Freeland and McQuaig are both journalists and economic commentators who have written extensively on the growing income inequality in Canada and around the world.
McQuaig came out swinging against her Liberal rival in a barnburner of a nomination speech that had the NDP meeting cheering.
“Freeland sends herself up as a progressive, but her writings reveal herself as someone who believes rising income inequality is something that is inevitable,” McQuaig says. “Rising inequality is not inevitable. Rather, it’s the direct result of the rightwing economic policies embraced by the Conservatives and the Liberals: tax cuts for the rich, social-spending cuts, deregulation and privatization, attacks on labour.”
Freeland refused to address NDP attacks in her victory.
“Today is really a day for the Liberal Party to make its decision . . . There’s going to be a lot of days to fight the by-election,” she says.
Freeland says that she wants to be part of a government that helps Canada adapt to the new economic order. “I’m someone who really believes in the need for Canada to much more intelligently and creatively, and in a sophisticated way, address the new challenges of the 21st century economy,” she says. “We need to come up with a really smart way to figure out how to make the economy work for the Canadian middle class in the 21st century, and I think as part of the team I can do that.”
McQuaig won on the first ballot, beating another journalist, Jennifer Hollett, who many pundits had expected to win. Trans activist Susan Gapka had also contended the nomination.
In her concession speech, Hollett told the assembled crowd, “My journey today doesn’t end.
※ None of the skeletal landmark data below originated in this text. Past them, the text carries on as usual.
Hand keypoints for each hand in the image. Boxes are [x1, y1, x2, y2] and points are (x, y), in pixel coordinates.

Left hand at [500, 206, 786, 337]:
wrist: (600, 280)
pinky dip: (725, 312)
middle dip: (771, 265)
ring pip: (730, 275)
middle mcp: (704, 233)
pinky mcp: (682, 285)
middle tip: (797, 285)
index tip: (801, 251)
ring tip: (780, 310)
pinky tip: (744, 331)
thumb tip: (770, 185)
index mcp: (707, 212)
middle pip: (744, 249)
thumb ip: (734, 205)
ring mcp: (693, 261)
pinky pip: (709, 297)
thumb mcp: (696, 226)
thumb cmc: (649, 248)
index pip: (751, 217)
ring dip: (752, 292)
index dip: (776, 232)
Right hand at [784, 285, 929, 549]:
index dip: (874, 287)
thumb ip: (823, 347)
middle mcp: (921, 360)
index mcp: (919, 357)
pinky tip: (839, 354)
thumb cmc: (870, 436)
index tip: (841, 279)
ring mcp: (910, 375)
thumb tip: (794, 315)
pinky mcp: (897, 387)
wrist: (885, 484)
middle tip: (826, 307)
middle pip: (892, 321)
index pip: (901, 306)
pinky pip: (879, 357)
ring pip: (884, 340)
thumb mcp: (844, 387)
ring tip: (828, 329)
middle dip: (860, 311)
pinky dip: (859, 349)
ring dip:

It’s actually just beginning and you’ll see me again in 2015.”
Toronto Centre is being split in the new riding redistribution that will take place in 2015, so defeated candidates will have another chance in the area.
Freeland defeated queer aboriginal activist Todd Ross and Jamaican-born businesswoman Diana Burke for the nomination.
McQuaig has lived in the riding for 13 years and writes for the Toronto Star. Freeland recently returned to Toronto and purchased a home in the Summerhill area, following a stint working at Thomson Reuters in New York.
Egale executive director Helen Kennedy turned up at the Liberal nomination to give a speech supporting Todd Ross’s candidacy, causing waves on social media, where activists said the advocacy group’s executive director should be non-partisan. In her speech, Kennedy jokingly confessed to being a “former New Democrat” who’s now a proud Liberal.
Also running in the upcoming by-election will be former Toronto Star reporter John Deverell, who was acclaimed as the Green Party candidate Sept 9. Lawyer Geoff Pollock is expected to be acclaimed as the Conservative candidate, as he was the only declared candidate as of the party’s Sept 11 nomination deadline.
Prime Minister Stephen Harper must call a by-election within six months of July 31, when Bob Rae resigned. It’s widely expected that it will be called in late October or November, together with three other pending by-elections in Quebec and Manitoba.